╭──
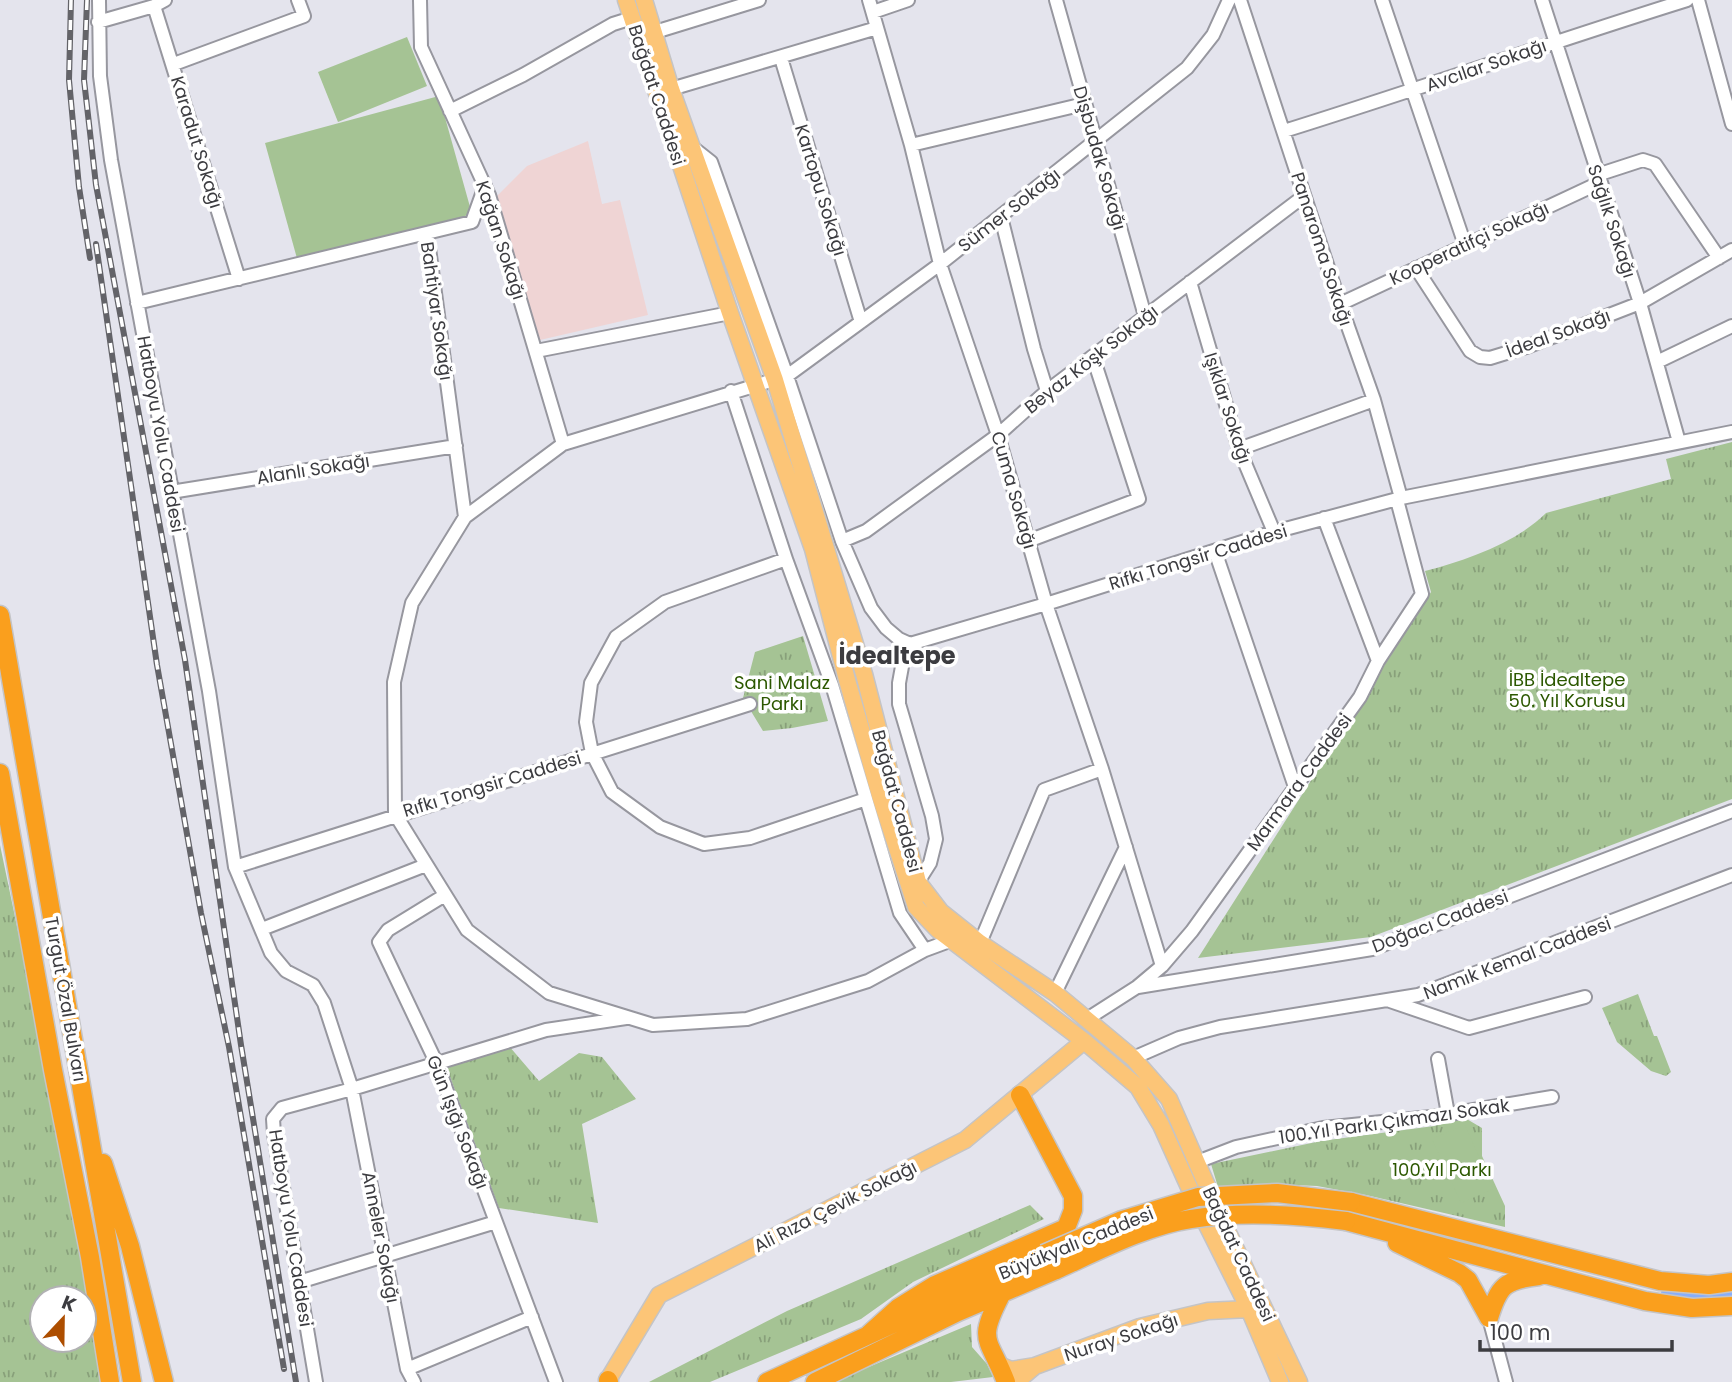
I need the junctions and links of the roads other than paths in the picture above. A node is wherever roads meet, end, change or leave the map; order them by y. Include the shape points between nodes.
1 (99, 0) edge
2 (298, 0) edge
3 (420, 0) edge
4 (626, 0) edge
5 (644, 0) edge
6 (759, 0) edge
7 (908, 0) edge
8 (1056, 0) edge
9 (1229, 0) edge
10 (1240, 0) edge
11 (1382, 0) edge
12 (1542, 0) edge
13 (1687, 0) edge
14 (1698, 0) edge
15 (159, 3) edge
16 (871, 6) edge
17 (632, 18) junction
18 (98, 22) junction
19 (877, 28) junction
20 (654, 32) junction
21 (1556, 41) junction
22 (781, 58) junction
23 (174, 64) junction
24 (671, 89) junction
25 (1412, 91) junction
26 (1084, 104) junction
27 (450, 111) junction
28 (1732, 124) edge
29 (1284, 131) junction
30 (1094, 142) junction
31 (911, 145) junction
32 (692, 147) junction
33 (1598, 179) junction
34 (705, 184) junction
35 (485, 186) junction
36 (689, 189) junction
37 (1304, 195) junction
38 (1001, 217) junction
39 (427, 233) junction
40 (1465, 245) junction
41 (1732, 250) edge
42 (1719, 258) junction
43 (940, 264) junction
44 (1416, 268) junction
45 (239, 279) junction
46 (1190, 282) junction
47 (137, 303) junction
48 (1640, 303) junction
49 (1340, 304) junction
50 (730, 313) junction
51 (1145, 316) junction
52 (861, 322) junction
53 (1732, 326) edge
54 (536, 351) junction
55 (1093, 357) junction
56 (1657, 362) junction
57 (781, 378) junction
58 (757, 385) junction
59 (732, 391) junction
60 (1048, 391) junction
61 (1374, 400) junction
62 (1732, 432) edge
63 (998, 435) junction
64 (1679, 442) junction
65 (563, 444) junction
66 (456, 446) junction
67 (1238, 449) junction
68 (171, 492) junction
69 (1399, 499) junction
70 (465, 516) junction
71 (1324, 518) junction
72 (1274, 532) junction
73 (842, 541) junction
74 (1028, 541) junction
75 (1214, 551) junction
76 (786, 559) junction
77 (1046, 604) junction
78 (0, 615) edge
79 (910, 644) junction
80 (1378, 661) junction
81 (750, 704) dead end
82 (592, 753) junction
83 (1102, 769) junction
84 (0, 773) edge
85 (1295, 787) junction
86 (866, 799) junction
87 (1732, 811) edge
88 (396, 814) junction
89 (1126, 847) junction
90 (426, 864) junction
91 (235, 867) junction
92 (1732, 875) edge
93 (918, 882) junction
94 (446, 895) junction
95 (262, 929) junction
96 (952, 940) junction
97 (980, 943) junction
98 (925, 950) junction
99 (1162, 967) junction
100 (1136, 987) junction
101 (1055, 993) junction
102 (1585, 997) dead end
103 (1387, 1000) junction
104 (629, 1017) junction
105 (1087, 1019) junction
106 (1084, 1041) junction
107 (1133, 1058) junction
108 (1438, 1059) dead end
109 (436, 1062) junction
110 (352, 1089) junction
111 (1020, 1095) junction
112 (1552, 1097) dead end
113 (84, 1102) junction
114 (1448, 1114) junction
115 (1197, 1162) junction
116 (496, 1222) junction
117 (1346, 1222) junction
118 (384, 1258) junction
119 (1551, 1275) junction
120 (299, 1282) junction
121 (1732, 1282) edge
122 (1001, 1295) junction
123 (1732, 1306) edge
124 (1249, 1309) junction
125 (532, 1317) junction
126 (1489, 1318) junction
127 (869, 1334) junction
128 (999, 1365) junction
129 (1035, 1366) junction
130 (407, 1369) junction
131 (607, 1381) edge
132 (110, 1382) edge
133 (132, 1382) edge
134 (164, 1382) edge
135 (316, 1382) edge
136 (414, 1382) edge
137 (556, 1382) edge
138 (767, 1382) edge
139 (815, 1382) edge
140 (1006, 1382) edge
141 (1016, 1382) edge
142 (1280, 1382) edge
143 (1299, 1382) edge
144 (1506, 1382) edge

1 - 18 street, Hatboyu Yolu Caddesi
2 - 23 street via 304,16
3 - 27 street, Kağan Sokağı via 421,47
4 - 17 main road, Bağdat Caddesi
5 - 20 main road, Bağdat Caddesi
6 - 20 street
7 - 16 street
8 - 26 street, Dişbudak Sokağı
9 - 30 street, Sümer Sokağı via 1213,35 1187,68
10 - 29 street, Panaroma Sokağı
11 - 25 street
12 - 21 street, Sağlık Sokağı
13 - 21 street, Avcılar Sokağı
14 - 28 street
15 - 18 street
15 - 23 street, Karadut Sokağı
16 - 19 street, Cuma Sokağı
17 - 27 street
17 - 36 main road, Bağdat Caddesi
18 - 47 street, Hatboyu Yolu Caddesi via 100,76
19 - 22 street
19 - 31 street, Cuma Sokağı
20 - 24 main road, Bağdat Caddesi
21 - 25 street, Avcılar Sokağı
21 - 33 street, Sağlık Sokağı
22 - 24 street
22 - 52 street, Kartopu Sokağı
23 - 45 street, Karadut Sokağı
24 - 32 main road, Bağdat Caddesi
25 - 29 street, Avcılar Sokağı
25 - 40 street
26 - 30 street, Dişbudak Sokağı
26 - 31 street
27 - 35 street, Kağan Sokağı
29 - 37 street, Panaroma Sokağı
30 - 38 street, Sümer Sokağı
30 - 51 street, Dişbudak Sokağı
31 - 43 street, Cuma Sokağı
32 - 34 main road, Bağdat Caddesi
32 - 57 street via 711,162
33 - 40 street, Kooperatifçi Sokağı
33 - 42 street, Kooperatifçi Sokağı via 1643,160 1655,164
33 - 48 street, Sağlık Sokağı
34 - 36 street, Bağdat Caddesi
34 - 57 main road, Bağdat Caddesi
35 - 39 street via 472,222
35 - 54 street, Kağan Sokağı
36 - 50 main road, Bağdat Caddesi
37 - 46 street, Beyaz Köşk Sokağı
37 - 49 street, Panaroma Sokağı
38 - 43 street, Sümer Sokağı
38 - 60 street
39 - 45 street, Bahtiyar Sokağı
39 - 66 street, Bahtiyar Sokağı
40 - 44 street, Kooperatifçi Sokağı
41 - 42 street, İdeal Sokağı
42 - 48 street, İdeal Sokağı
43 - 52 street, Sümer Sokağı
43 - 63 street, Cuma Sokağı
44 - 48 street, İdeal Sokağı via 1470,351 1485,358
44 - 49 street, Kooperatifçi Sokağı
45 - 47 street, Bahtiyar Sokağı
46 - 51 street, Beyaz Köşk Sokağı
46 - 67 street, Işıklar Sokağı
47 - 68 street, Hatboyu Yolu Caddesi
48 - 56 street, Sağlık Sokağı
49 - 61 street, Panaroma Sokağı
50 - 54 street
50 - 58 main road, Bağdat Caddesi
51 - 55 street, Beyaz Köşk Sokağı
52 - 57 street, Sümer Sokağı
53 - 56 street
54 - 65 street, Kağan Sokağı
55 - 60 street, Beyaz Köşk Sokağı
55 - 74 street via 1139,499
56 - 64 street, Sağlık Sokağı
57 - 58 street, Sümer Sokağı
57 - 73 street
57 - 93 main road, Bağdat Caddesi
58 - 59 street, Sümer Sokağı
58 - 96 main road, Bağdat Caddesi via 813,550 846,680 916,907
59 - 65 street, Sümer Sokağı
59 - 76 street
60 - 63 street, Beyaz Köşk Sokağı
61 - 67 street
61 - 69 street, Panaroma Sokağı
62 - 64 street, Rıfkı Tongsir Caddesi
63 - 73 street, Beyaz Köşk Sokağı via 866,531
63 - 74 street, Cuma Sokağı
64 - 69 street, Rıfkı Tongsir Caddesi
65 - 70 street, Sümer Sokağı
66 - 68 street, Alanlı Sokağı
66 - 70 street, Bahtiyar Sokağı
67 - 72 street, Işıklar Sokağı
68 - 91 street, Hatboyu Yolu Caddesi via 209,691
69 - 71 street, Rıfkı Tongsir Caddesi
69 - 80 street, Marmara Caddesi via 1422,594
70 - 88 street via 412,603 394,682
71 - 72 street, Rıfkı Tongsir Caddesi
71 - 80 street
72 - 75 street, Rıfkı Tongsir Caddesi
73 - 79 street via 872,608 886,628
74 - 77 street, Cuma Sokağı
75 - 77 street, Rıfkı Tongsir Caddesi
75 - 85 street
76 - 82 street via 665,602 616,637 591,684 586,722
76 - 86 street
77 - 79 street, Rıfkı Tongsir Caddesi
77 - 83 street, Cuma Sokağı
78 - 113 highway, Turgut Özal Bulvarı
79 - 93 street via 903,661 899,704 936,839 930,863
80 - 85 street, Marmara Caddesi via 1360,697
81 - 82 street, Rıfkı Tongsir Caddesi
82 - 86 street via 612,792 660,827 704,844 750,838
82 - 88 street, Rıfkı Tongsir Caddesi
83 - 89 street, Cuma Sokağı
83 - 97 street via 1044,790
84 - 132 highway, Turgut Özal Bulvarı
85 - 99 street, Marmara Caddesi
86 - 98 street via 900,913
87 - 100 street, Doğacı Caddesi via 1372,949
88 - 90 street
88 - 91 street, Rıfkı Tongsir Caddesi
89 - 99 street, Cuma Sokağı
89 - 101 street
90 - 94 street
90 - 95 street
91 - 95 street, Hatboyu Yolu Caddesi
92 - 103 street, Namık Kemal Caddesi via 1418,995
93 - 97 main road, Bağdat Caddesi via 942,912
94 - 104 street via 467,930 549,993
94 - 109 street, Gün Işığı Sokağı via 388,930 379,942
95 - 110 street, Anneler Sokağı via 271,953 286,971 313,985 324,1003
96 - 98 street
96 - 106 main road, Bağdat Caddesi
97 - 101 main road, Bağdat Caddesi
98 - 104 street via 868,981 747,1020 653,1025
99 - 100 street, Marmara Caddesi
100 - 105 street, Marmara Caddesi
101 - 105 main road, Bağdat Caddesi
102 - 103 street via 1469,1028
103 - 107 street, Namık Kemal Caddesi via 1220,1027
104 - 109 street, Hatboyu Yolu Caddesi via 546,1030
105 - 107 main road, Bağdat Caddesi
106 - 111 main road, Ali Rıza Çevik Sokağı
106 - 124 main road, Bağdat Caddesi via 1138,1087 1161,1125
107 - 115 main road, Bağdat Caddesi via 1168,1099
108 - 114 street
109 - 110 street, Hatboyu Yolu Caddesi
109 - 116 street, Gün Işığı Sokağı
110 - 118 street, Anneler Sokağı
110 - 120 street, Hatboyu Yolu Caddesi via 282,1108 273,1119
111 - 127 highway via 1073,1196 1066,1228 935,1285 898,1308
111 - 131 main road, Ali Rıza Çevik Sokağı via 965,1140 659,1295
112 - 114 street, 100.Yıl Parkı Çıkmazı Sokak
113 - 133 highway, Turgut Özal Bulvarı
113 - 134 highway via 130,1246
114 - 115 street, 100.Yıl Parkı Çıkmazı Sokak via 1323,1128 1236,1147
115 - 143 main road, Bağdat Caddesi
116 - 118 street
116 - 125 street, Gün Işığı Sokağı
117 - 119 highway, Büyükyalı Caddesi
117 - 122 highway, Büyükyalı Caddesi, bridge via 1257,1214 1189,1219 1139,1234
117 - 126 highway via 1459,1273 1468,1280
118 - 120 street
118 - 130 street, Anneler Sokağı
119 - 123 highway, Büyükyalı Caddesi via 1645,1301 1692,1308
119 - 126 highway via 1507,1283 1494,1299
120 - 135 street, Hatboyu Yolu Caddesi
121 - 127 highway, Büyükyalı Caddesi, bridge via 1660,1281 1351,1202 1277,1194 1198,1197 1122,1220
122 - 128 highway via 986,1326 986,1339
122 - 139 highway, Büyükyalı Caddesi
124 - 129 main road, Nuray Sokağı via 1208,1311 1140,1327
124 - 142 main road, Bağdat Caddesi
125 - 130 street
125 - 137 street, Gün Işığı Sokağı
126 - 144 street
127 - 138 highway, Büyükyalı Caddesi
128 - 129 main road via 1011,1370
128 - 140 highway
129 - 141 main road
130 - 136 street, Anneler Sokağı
╰──
◆ Task to complete
Your answer should be one number: how many lines above contain "Beyaz".

◆ Response area
6